[DATASET EXTRACT Boundary: Start]

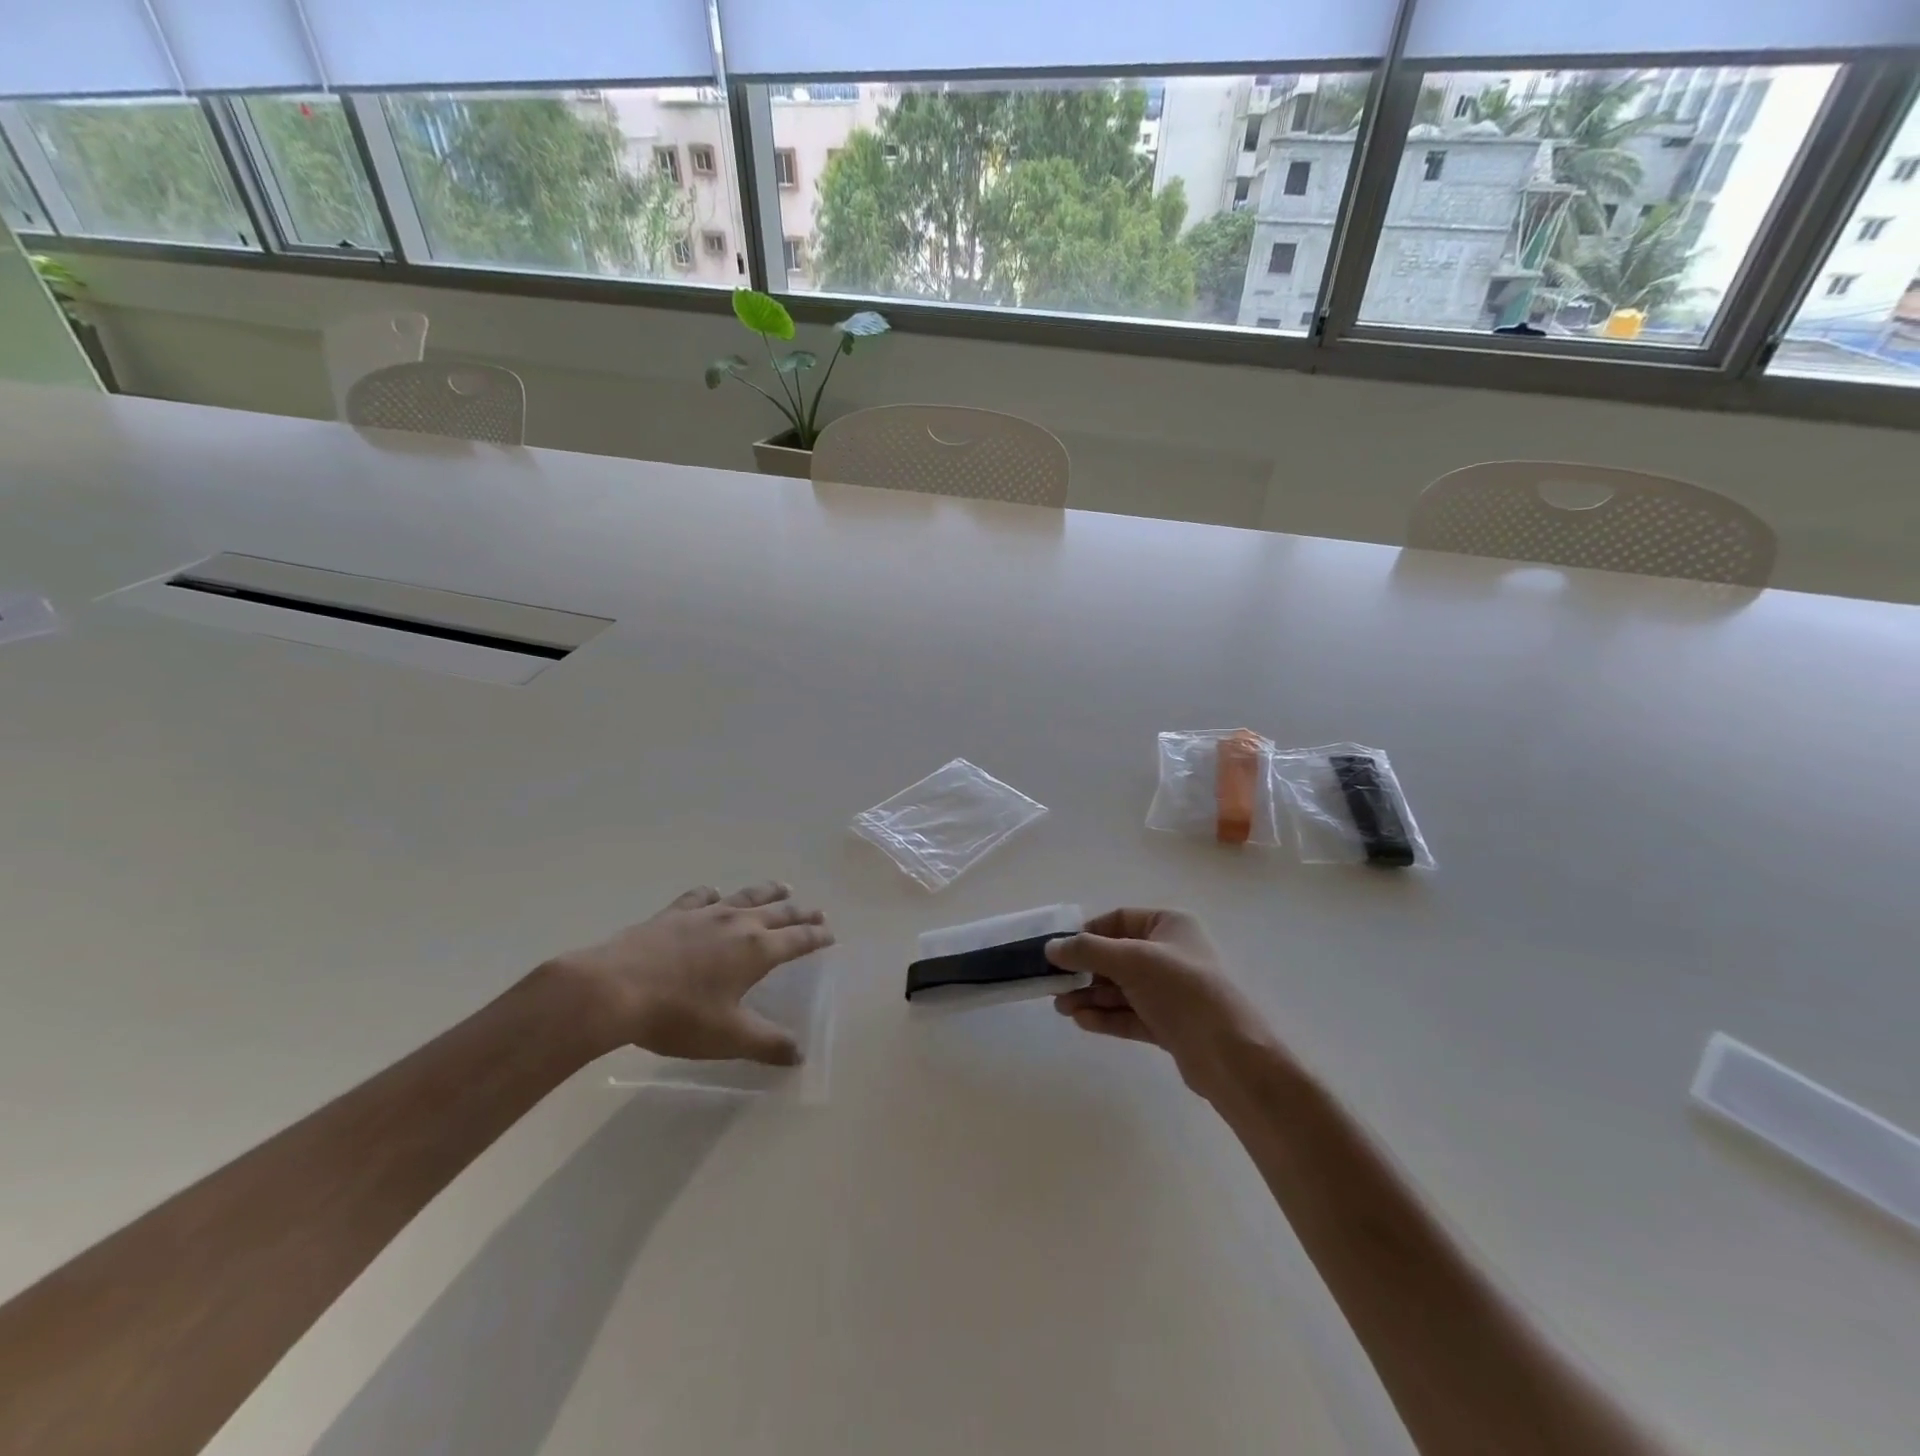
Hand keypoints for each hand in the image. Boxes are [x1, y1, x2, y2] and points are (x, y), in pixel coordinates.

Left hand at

[DATASET EXTRACT Boundary: End]
[DATASET EXTRACT Boundary: Start]

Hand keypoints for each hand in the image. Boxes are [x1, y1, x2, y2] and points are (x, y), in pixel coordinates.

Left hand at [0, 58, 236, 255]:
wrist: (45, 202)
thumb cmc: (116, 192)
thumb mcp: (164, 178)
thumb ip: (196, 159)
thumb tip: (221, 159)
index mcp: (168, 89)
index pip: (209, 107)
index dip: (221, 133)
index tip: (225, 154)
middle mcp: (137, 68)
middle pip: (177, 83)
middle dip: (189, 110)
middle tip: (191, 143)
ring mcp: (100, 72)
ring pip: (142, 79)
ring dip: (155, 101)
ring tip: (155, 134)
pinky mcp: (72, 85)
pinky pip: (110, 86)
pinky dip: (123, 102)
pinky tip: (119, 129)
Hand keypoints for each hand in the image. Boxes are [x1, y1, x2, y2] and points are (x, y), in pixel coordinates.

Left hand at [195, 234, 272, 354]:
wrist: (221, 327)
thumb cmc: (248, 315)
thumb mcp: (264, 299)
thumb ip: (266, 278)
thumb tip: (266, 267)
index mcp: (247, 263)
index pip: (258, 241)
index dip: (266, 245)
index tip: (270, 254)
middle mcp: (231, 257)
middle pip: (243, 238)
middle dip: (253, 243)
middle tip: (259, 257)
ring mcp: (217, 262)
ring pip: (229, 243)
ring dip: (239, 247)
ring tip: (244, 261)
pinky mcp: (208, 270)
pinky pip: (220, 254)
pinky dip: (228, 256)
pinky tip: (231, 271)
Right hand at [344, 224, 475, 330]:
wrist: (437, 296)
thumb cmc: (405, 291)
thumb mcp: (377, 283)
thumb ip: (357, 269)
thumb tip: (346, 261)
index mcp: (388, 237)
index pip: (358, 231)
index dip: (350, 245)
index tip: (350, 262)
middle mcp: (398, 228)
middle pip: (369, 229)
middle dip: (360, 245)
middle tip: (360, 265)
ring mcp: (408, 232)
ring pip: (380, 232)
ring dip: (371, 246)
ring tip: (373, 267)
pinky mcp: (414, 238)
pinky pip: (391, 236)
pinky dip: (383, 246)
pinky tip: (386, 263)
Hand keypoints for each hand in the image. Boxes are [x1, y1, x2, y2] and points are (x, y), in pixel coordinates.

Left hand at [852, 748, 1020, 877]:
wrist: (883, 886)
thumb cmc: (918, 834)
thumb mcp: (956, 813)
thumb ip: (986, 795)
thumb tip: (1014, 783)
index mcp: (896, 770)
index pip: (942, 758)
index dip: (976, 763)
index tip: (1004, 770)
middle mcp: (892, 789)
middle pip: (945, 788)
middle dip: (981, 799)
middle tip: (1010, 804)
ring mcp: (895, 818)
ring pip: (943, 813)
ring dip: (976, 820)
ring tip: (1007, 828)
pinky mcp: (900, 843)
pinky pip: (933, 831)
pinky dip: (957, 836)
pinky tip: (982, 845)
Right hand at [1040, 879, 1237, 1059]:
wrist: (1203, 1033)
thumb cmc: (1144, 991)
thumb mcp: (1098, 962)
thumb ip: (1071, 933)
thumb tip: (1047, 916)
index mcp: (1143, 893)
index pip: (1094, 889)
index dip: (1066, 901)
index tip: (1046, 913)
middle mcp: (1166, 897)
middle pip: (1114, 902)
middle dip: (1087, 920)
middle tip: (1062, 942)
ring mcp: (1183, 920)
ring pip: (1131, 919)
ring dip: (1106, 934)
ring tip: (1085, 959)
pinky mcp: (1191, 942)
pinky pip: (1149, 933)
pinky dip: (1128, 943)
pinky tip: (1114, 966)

[DATASET EXTRACT Boundary: End]

EXERCISE DETAILS:
Gather each line in the data that holds the string "Left".

TASK ANSWER:
Left hand at
Left hand at [0, 58, 236, 255]:
Left hand at [195, 234, 272, 354]:
Left hand at [852, 748, 1020, 877]:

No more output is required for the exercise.